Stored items
___

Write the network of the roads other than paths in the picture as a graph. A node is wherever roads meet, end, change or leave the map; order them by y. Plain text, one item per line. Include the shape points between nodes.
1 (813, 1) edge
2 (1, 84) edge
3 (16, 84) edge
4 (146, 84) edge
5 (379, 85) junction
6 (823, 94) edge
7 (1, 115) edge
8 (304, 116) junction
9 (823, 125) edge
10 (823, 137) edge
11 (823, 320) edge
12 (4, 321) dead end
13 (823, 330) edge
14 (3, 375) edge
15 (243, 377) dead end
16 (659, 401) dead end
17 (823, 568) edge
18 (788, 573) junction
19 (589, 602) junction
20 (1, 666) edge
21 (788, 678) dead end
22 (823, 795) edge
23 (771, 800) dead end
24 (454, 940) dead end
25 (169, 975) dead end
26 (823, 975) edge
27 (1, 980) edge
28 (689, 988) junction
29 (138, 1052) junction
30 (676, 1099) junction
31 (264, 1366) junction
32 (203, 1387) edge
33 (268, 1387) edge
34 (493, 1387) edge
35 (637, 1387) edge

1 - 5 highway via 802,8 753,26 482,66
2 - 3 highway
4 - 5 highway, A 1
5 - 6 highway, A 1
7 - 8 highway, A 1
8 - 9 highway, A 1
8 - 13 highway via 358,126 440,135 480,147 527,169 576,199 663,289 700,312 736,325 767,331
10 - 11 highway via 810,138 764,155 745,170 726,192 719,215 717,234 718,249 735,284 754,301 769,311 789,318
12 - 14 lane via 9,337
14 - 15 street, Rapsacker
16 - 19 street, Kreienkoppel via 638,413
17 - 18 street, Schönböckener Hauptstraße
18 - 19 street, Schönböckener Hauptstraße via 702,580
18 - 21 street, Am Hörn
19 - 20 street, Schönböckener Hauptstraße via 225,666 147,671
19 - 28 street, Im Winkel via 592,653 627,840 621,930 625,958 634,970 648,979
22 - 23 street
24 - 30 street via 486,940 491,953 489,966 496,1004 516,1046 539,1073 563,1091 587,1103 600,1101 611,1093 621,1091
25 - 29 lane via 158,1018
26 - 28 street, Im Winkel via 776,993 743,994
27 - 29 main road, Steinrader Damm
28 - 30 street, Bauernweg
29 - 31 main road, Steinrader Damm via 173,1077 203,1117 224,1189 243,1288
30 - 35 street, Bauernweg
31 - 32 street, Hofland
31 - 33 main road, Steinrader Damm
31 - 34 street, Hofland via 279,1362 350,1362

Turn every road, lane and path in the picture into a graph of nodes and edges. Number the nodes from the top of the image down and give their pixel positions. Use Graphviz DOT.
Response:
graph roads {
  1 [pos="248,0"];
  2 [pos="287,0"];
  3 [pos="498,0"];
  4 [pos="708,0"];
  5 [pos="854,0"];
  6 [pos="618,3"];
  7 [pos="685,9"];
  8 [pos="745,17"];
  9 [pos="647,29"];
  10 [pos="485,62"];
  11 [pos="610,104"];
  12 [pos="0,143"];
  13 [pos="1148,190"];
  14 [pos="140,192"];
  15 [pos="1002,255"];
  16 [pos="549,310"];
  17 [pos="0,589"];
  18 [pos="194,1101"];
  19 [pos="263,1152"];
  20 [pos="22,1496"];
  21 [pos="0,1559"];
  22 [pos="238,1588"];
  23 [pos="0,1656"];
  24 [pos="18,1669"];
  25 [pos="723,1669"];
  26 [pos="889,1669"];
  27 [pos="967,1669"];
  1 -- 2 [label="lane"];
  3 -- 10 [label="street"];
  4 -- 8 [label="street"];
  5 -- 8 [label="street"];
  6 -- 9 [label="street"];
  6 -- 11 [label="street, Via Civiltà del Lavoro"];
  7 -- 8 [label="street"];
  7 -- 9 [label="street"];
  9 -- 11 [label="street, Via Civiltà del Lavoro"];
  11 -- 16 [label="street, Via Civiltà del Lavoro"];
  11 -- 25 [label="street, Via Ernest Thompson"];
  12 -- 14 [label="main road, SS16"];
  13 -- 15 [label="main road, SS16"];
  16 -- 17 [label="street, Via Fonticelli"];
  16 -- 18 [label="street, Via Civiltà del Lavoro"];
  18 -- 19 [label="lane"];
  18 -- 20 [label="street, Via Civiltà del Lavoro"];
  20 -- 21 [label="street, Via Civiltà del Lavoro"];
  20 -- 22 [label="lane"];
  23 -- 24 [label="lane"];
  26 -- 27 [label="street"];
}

___

# WORK INSTRUCTIONS
Reproduce every line above containing "Civiltà".

# SOLUTION TO THIS TASK
  6 -- 11 [label="street, Via Civiltà del Lavoro"];
  9 -- 11 [label="street, Via Civiltà del Lavoro"];
  11 -- 16 [label="street, Via Civiltà del Lavoro"];
  16 -- 18 [label="street, Via Civiltà del Lavoro"];
  18 -- 20 [label="street, Via Civiltà del Lavoro"];
  20 -- 21 [label="street, Via Civiltà del Lavoro"];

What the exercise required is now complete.